* _What to produce_: Below are the records; count how many of their lines contain the word "dead" and give that number only.

[Collected data entries]
..............................

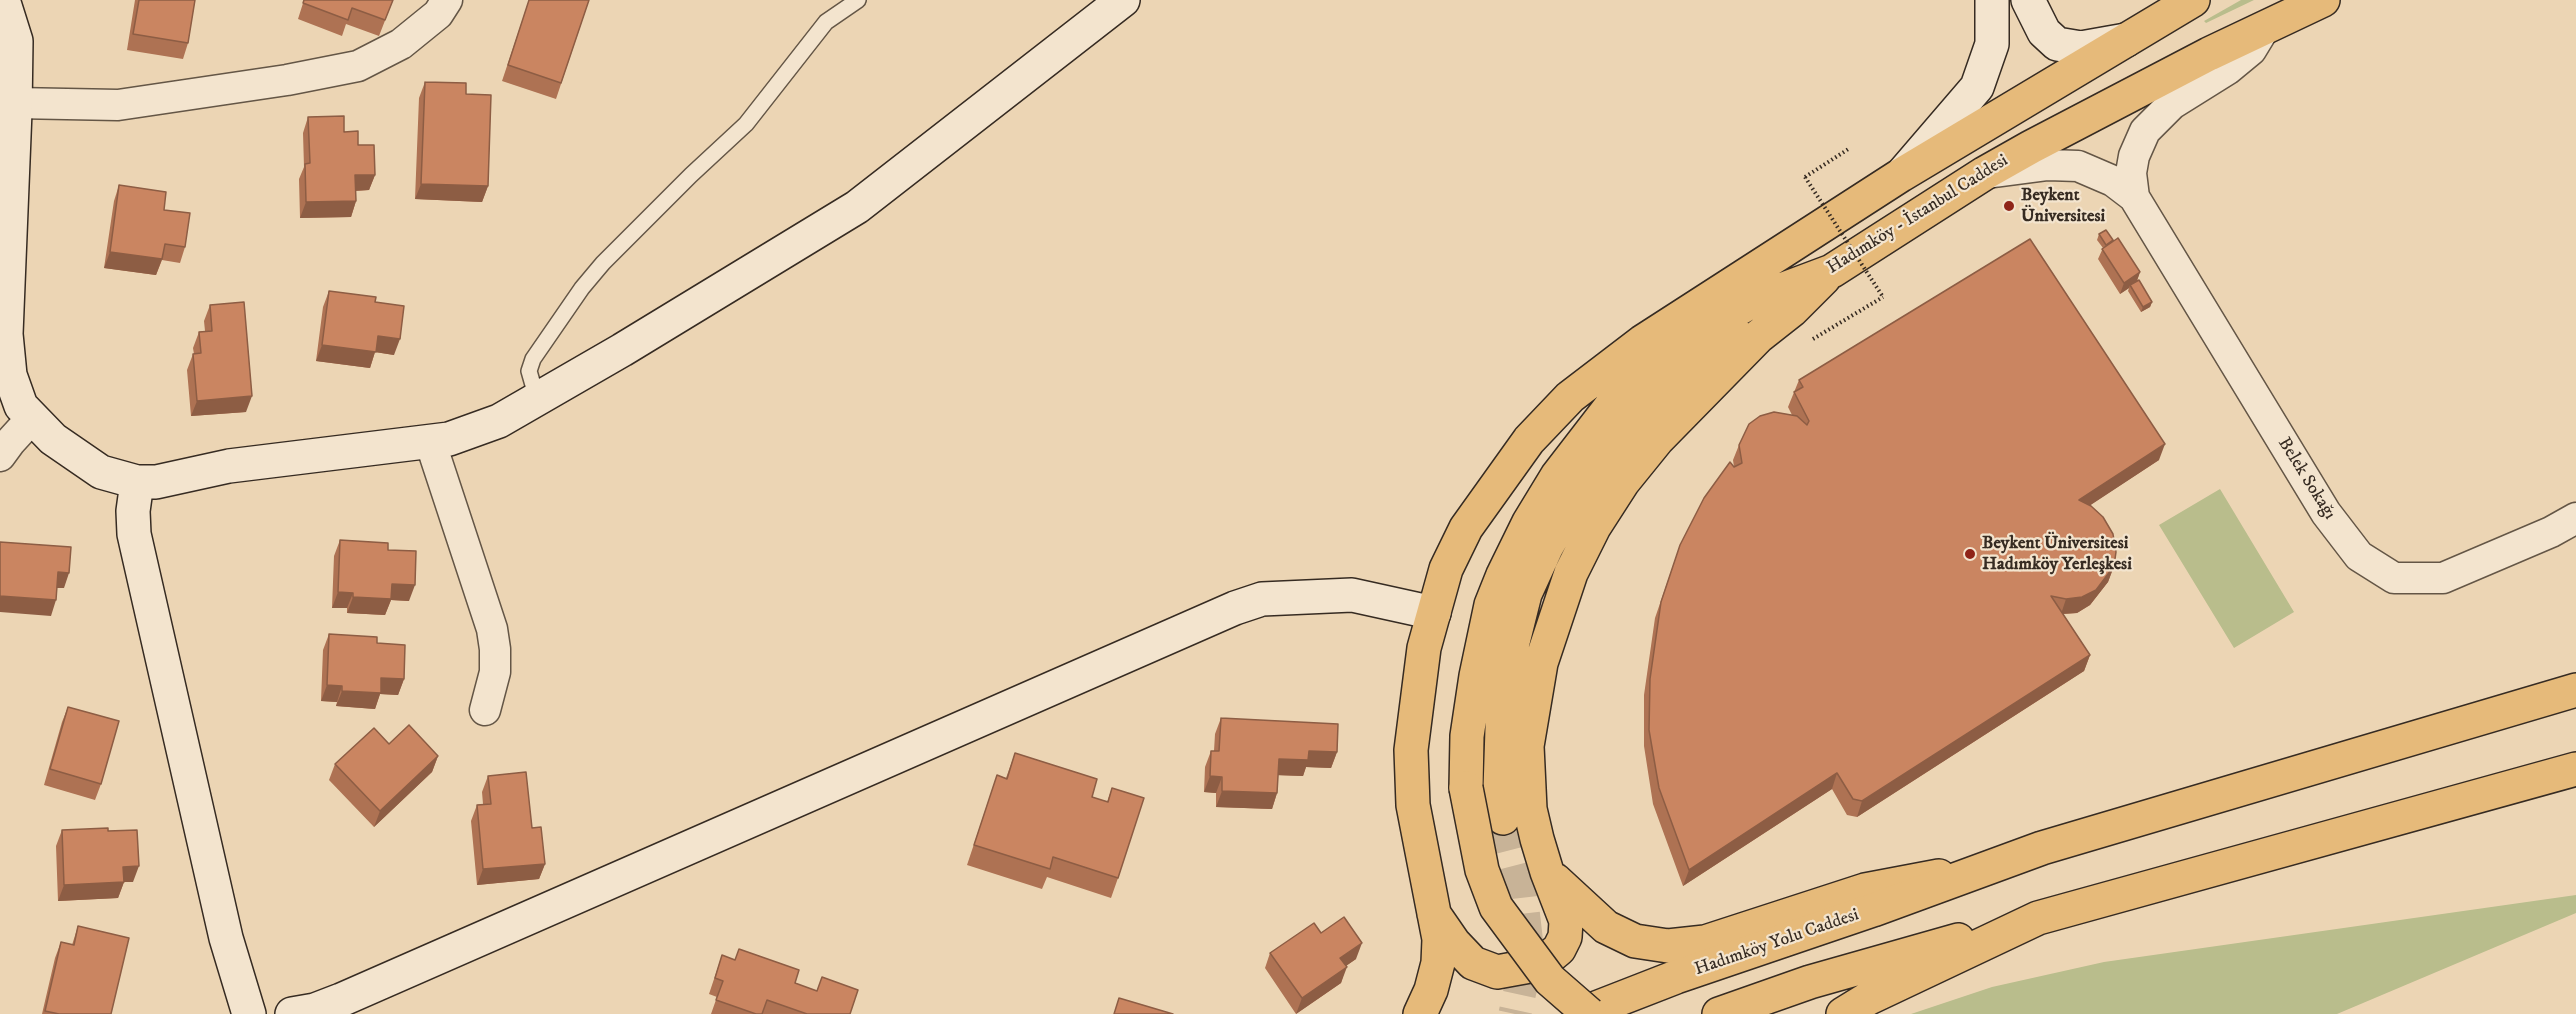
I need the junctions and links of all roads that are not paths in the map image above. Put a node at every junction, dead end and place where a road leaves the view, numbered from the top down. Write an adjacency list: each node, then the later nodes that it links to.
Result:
1 (1, 0): 11 (street)
2 (447, 0): 11 (street)
3 (858, 0): 17 (lane)
4 (1123, 0): 17 (street)
5 (2193, 0): 10 (main road)
6 (2324, 0): 9 (main road, Hadımköy - İstanbul Caddesi)
7 (2032, 8): 8 (street); 10 (street)
8 (1993, 13): 13 (street)
9 (2265, 27): 12 (main road, Hadımköy - İstanbul Caddesi); 14 (street, Belek Sokağı)
10 (2126, 40): 13 (main road)
11 (15, 103): 18 (street)
12 (1984, 173): 14 (street, Belek Sokağı); 15 (main road, Hadımköy - İstanbul Caddesi)
13 (1901, 175): 16 (main road)
14 (2134, 197): 22 (street, Belek Sokağı)
15 (1832, 271): 27 (main road, Hadımköy - İstanbul Caddesi); 28 (main road); 29 (main road)
16 (1605, 370): 23 (main road); 27 (main road)
17 (537, 399): 19 (street)
18 (33, 417): 20 (street); 21 (street)
19 (430, 441): 21 (street); 25 (street)
20 (0, 456)
21 (136, 482): 33 (street)
22 (2576, 518)
23 (1434, 613): 31 (main road); 34 (street)
24 (2576, 690): 30 (main road, Hadımköy Yolu Caddesi)
25 (485, 710)
26 (2576, 769): 32 (main road)
27 (1455, 788): 36 (main road); 38 (main road, bridge)
28 (1503, 818)
29 (1547, 872): 30 (main road); 31 (main road)
30 (1973, 874): 37 (main road, Hadımköy Yolu Caddesi)
31 (1433, 912): 35 (main road)
32 (2038, 918): 39 (main road); 40 (main road)
33 (249, 1014)
34 (292, 1014)
35 (1420, 1014)
36 (1555, 1014)
37 (1581, 1014)
38 (1589, 1014)
39 (1719, 1014)
40 (1843, 1014)

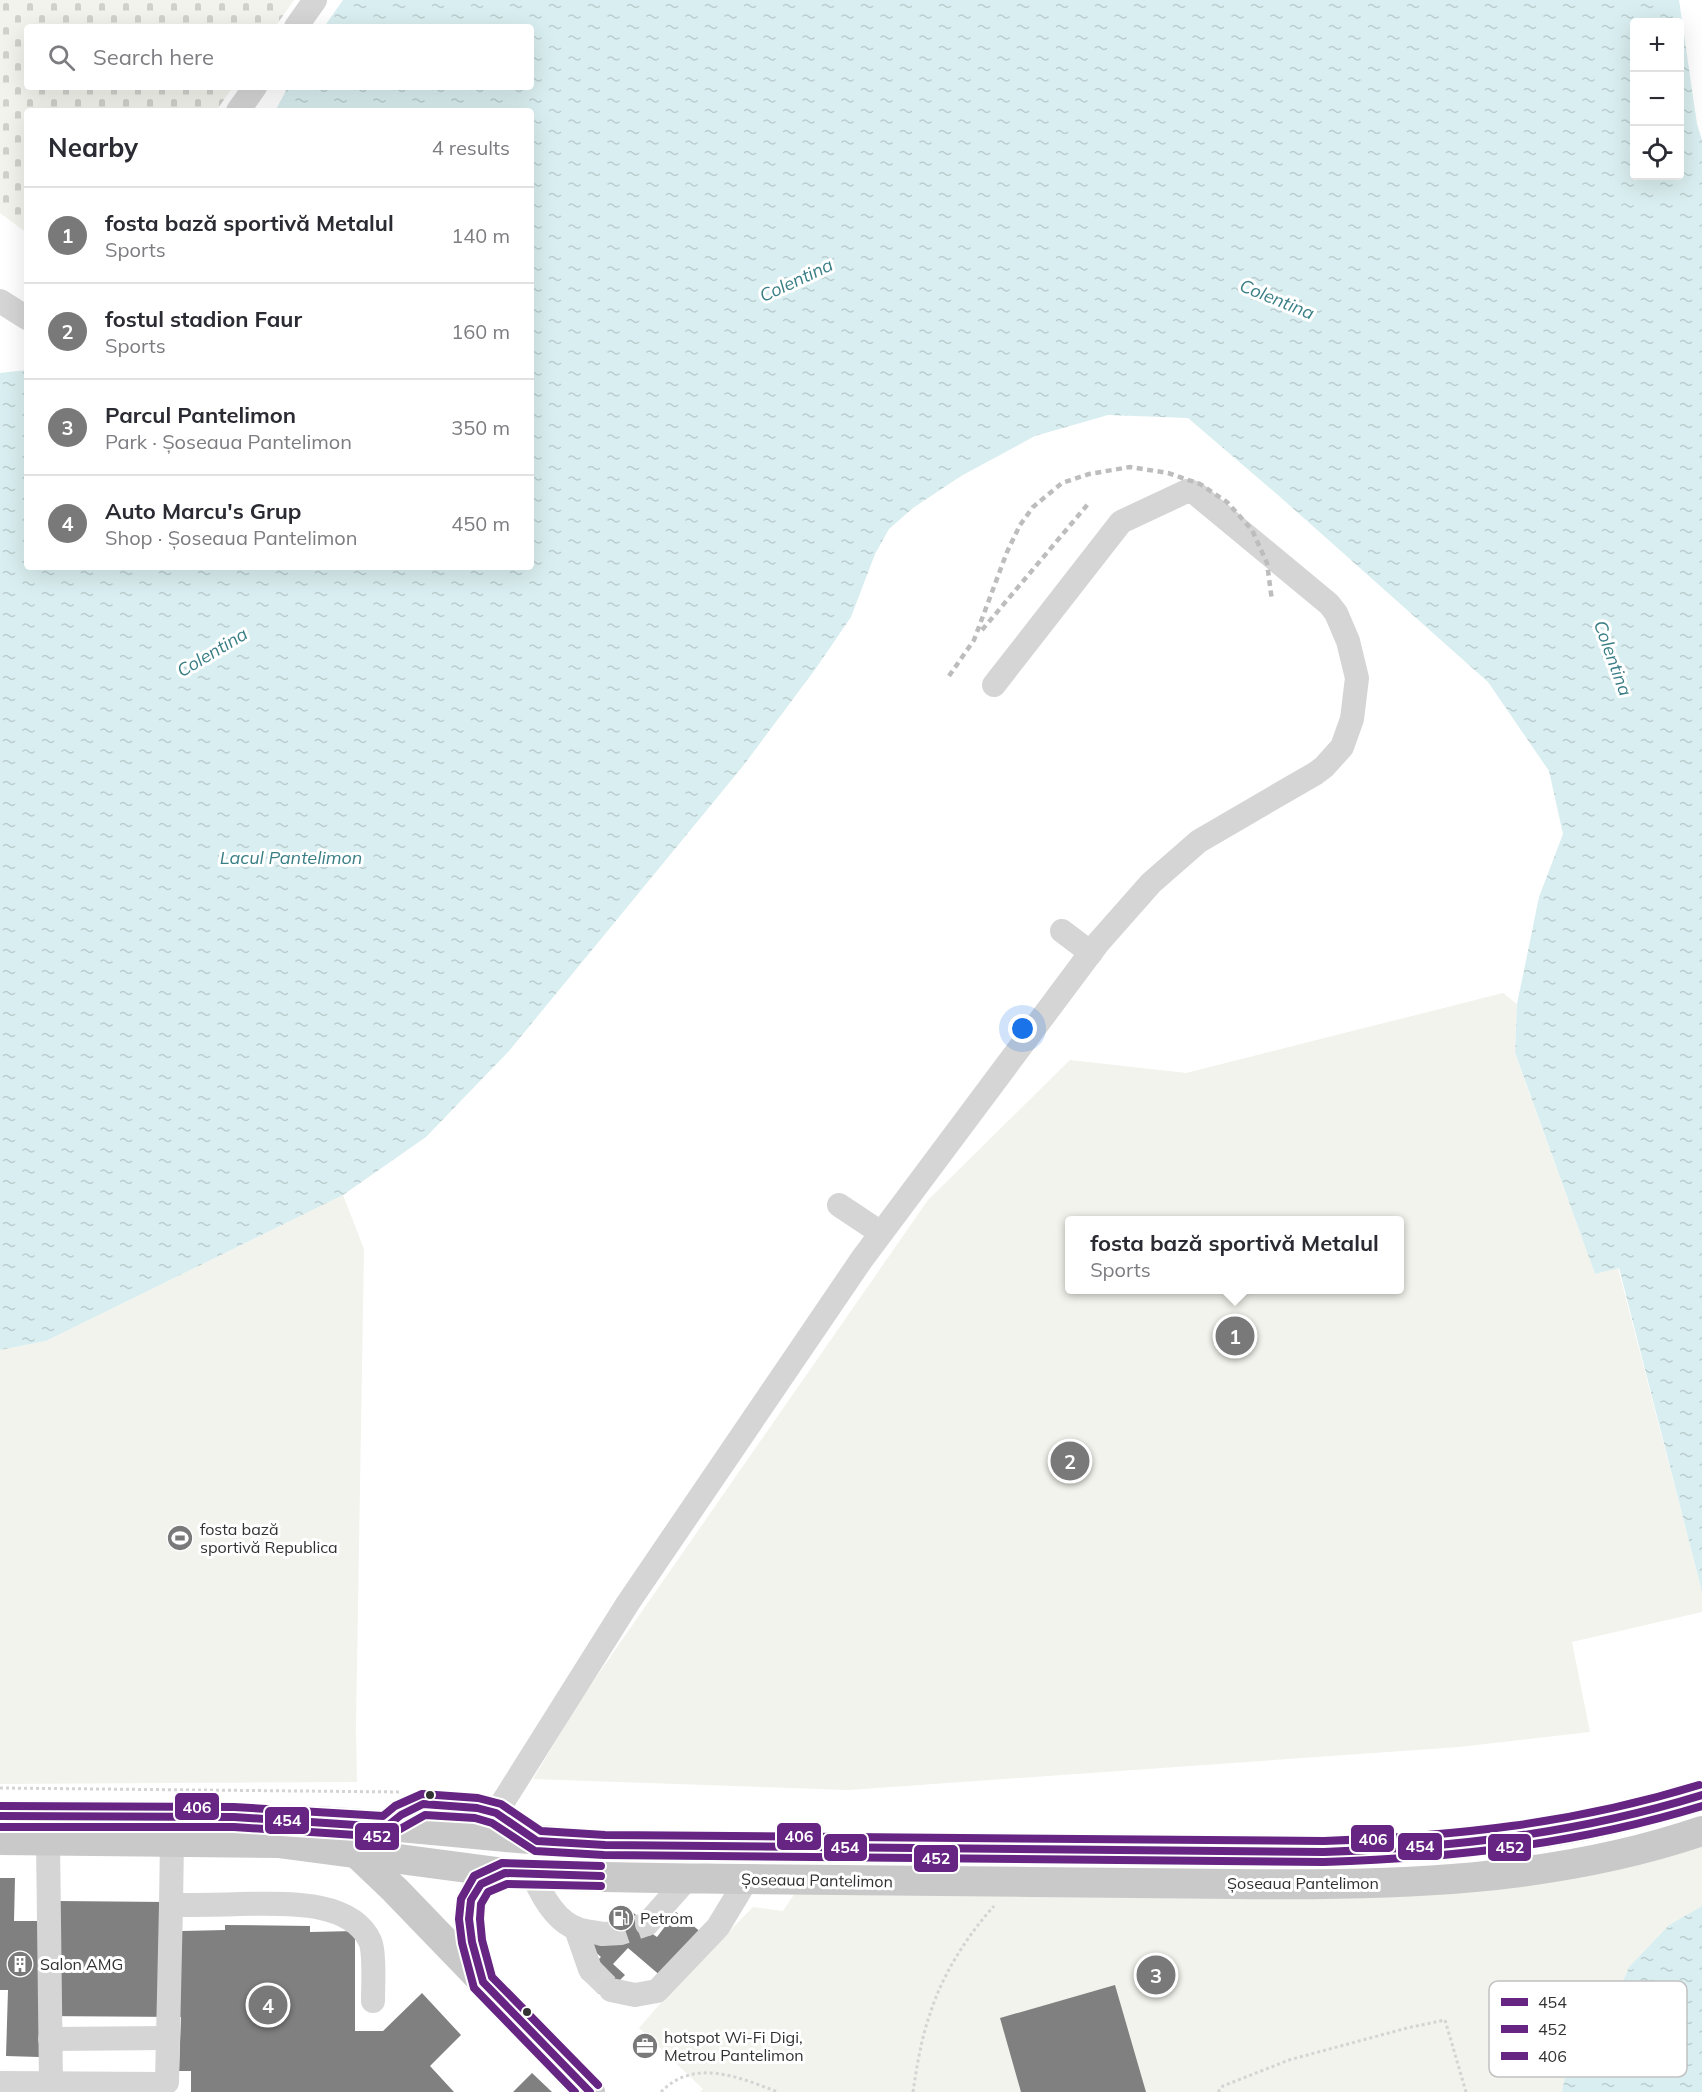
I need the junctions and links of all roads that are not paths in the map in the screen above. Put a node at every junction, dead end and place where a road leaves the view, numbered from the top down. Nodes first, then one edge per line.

..............................

* _Written reply_: 2